There’s a trend for pared back, greyscale theatre, but Matt Trueman asks if it’s the best way forward
British theatre is going through a minimalist phase. It is stripping itself back, paring itself down to its bare essentials. The new governing principles are these: Less is more. Excess is out. Greyscale is good.
It is, perhaps, a mark of Ivo Van Hove‘s influence and, in particular, A View from the Bridge for the Young Vic. That production practically gutted Arthur Miller‘s play, chucking out anything not strictly necessary. Out went the Carbone’s Red Hook home, out went their furniture, out went every prop bar a single chair, all colour except a single floral top and a shower of blood, and yet – boom – here was the play in its absolute entirely, its emotions maxed out, its innards on show.

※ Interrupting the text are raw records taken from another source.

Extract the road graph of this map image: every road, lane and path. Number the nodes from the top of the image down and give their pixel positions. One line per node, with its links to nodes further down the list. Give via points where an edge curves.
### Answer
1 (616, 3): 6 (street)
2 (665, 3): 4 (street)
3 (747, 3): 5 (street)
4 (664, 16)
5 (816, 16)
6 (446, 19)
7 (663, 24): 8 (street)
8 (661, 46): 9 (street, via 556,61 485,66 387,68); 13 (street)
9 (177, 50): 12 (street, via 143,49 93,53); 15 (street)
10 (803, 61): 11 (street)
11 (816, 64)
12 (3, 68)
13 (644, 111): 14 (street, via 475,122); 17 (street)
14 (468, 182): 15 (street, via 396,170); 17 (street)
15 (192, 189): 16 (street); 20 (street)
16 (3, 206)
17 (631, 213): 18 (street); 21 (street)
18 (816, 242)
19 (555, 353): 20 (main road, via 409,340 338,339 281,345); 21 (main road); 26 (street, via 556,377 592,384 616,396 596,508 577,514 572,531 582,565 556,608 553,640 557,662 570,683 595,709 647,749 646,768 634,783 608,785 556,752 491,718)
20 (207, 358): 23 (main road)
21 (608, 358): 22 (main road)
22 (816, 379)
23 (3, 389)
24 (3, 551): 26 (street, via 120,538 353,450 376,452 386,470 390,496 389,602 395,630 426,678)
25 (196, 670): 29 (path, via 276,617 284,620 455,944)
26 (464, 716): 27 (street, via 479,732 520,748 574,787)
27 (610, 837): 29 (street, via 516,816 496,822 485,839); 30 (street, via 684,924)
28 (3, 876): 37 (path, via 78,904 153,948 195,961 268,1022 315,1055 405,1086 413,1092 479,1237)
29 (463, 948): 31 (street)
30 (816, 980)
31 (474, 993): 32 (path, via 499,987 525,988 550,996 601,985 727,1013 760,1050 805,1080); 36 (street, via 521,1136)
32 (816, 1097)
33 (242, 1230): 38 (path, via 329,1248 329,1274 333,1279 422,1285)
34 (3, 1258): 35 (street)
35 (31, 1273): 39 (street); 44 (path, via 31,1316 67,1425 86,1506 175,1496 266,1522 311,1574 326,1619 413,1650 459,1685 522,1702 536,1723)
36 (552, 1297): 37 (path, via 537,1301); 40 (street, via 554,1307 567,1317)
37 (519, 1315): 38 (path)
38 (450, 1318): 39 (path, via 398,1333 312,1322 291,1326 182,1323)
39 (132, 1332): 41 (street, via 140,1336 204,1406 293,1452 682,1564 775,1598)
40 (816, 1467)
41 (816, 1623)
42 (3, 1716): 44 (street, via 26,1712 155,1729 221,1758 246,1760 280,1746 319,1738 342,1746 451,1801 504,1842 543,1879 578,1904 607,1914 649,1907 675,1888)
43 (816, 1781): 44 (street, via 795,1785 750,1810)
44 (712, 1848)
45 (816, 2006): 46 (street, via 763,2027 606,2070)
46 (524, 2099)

The Belgian director talks of tapping into a play’s essence, attempting "to liberate a play’s hidden forces." A recent New Yorker profile gives a glimpse into his process: the moment he decides they don’t need a knife for the fight at the end, the moment he orders his actors to take off their shoes. "We don’t need shoes."

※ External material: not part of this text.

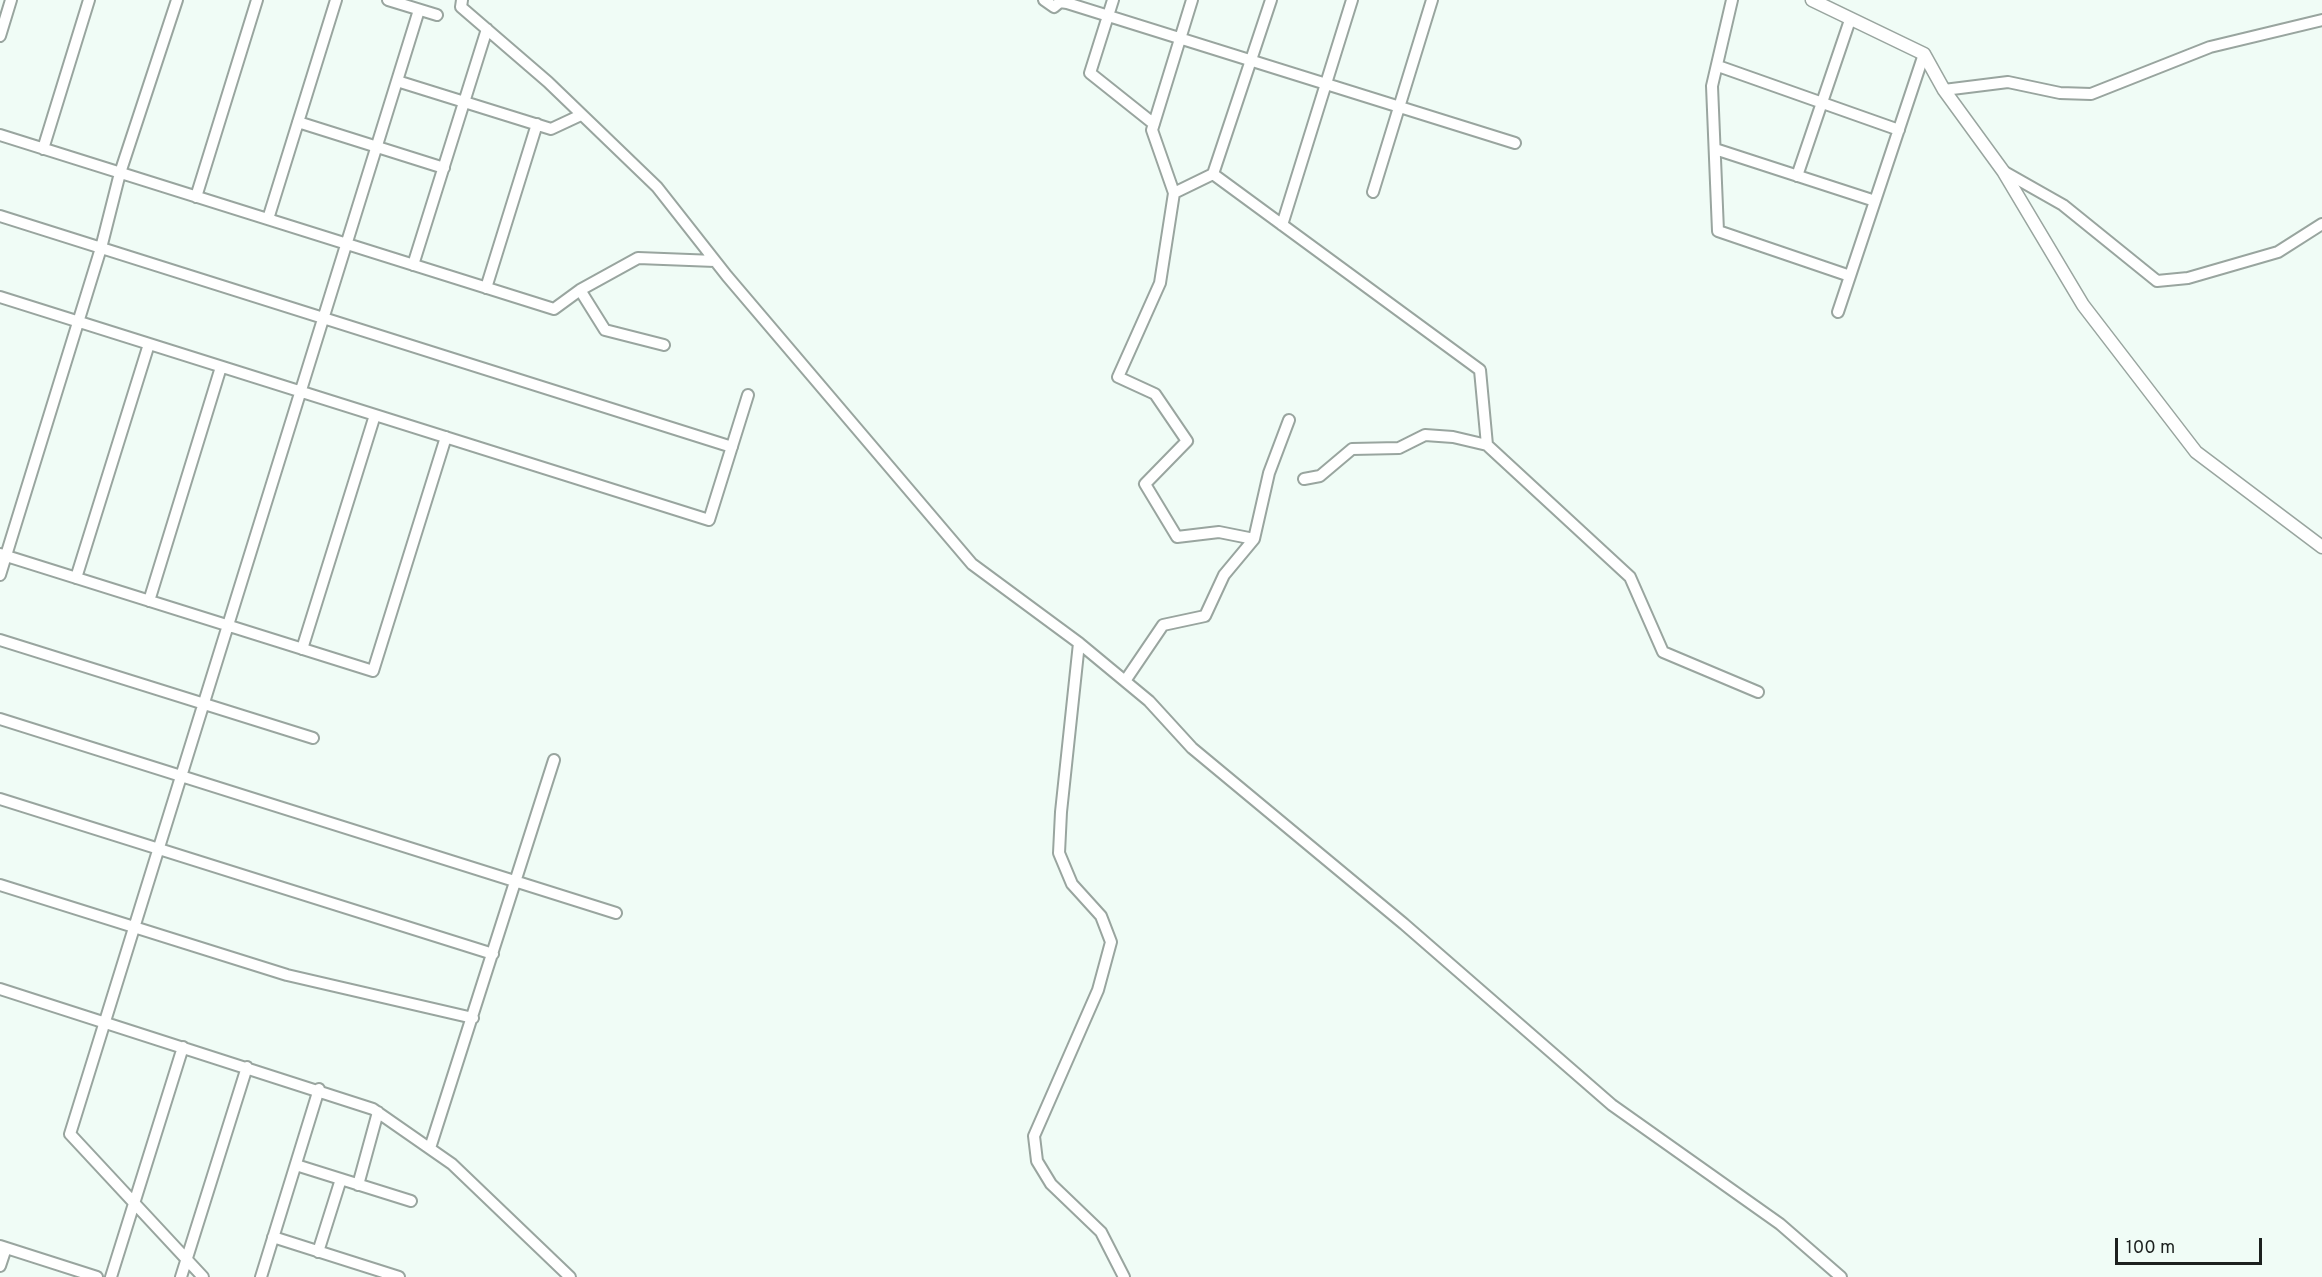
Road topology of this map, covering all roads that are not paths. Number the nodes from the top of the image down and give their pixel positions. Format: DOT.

The mode has caught on. Think of The Crucible in Manchester, staged on a simple, stark concrete slab, or Headlong’s Glass Menagerie in a bare black box. Here, the Wingfield family didn’t sit at the table for dinner, because they didn’t have one – nor did the scene need it. Robert Icke’s Oresteia used only a dining table, plus three bottles of wine and two sliding panels. Again, it needed nothing more.
Even Rupert Goold is at it. Once the most expansive of British directors – he chucked velociraptors and variety turns into Enron and turned Earthquakes in London into an all-singing, all-dancing colourfest – Goold is now being heralded for a newfound economy. King Charles III, which opened on Broadway last night, has been repeatedly heralded for its "restraint." Tom Scutt’s design consists of carpet, candles and a Medieval frieze, the people looking on. Goold’s Medea, currently playing at the Almeida, is just as contained. Ian Macneil’s set is stark and architectural, the back wall exposed. The chorus is only five-strong, their choreography pared back to a few precise actions on repeat.
Minimalism might not be quite the right word. In visual art, the term implies simplicity, literalism and objectivity – an object or image presented as art in its own right. These designs, however, are often plural, rich and metaphorical. They focus a play through a few key images or objects, serving an interpretative and associative function. The aim is always to do as much as possible with as little as possible.
That suggests a certain frugality or, to use another term, austerity. For all theatre pushes against austerity politics, I can’t help but wonder whether it hasn’t subscribed to its aesthetics. In a restricted funding culture, it makes sense to make the most of what you’ve got.
Only, this style of design doesn’t actually come cheap. One designer told me that it costs a lot to pare things back. Fewer elements means extra attention and one can’t skimp, cheat or scour second hand shops. Sculptural designs are often bespoke and material increases in importance as texture comes into play. Wood, stone, water and wine – all hallmarks of this aesthetic.
This is, then, very different to the poor theatre or DIY aesthetic that you find elsewhere, say at Forest Fringe or Battersea Arts Centre. It is about the appearance of frugality, as opposed to frugality for real; not making do but making it look like you’re holding back. It is the aesthetic of austerity. The current fashion for exposing a theatre’s brickwork – the walls of the Royal Court, Almeida, Old Vic and Young Vic are all currently on show – is partly about flagging up theatricality, and partly about demonstrating that there’s no need to spend the money on covering up.
It’s partly to do with fashion – and it’s no coincidence to see exposed brickwork elsewhere. Stage design has to look contemporary and, at present, refined minimalism is in vogue. All that Scandi chic has found its way to the stage, with its greys, its charcoals and its icy blues, as well as its simple shapes and clean lines. There’s a certain coldness about austerity – a sense of refusing to turn on the heating. In Los Angeles, there’s a Swedish design store called Austere.
At the opposite end of the spectrum, there was something fascinating about the critical scepticism towards Es Devlin‘s lavish, cinematic set for Hamlet at the Barbican, as if such splendour and excess was somehow distasteful. Think back a few years, before the recession bit and the cuts kicked in, and colourful spectacle was positively encouraged, not least for its sense of joyfulness. Kneehigh ran wild, the Sultan’s Elephant rampaged through central London, Tim Supple soaked A Midsummer Night’s Dream in the colours of an Indian Summer.
There’s a strong case to say the new style is just good dramaturgy, that art and theatre works best when it’s makes its points most efficiently and maximises its every effect. But we mustn’t forget that theatre is also about entertainment and joy, about spectacle and delight. Art adds colour to our lives. Why, then, do we see so little onstage?
I can’t help but think that in deploying the aeshetic of austerity, today’s theatre ends up somehow endorsing the politics. It subscribes to that culture, rather than challenging it. Might it be more radical to do less with more? Is it time to for a return to spectacle and colour and a spirit of excess?